**Exercise inputs:**
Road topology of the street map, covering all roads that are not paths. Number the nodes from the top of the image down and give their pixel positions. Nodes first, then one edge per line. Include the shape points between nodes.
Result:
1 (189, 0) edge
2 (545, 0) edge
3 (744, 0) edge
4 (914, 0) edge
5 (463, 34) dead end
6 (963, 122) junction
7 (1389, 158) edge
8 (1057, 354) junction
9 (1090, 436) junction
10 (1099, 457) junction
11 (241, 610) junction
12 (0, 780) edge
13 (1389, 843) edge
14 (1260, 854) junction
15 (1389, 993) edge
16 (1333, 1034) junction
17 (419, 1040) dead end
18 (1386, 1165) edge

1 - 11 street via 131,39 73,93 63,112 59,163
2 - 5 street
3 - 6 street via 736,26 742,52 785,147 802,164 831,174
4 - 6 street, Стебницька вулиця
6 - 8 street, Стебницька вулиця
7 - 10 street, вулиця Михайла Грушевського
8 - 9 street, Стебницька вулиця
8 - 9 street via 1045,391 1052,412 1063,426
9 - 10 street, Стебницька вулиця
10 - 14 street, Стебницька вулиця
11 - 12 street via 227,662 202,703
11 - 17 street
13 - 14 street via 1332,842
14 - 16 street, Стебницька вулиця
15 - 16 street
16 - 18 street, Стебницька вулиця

**Exercise prompt:** All records above must be returned exactly as they appear.

**Answer space:**
Road topology of the street map, covering all roads that are not paths. Number the nodes from the top of the image down and give their pixel positions. Nodes first, then one edge per line. Include the shape points between nodes.
Result:
1 (189, 0) edge
2 (545, 0) edge
3 (744, 0) edge
4 (914, 0) edge
5 (463, 34) dead end
6 (963, 122) junction
7 (1389, 158) edge
8 (1057, 354) junction
9 (1090, 436) junction
10 (1099, 457) junction
11 (241, 610) junction
12 (0, 780) edge
13 (1389, 843) edge
14 (1260, 854) junction
15 (1389, 993) edge
16 (1333, 1034) junction
17 (419, 1040) dead end
18 (1386, 1165) edge

1 - 11 street via 131,39 73,93 63,112 59,163
2 - 5 street
3 - 6 street via 736,26 742,52 785,147 802,164 831,174
4 - 6 street, Стебницька вулиця
6 - 8 street, Стебницька вулиця
7 - 10 street, вулиця Михайла Грушевського
8 - 9 street, Стебницька вулиця
8 - 9 street via 1045,391 1052,412 1063,426
9 - 10 street, Стебницька вулиця
10 - 14 street, Стебницька вулиця
11 - 12 street via 227,662 202,703
11 - 17 street
13 - 14 street via 1332,842
14 - 16 street, Стебницька вулиця
15 - 16 street
16 - 18 street, Стебницька вулиця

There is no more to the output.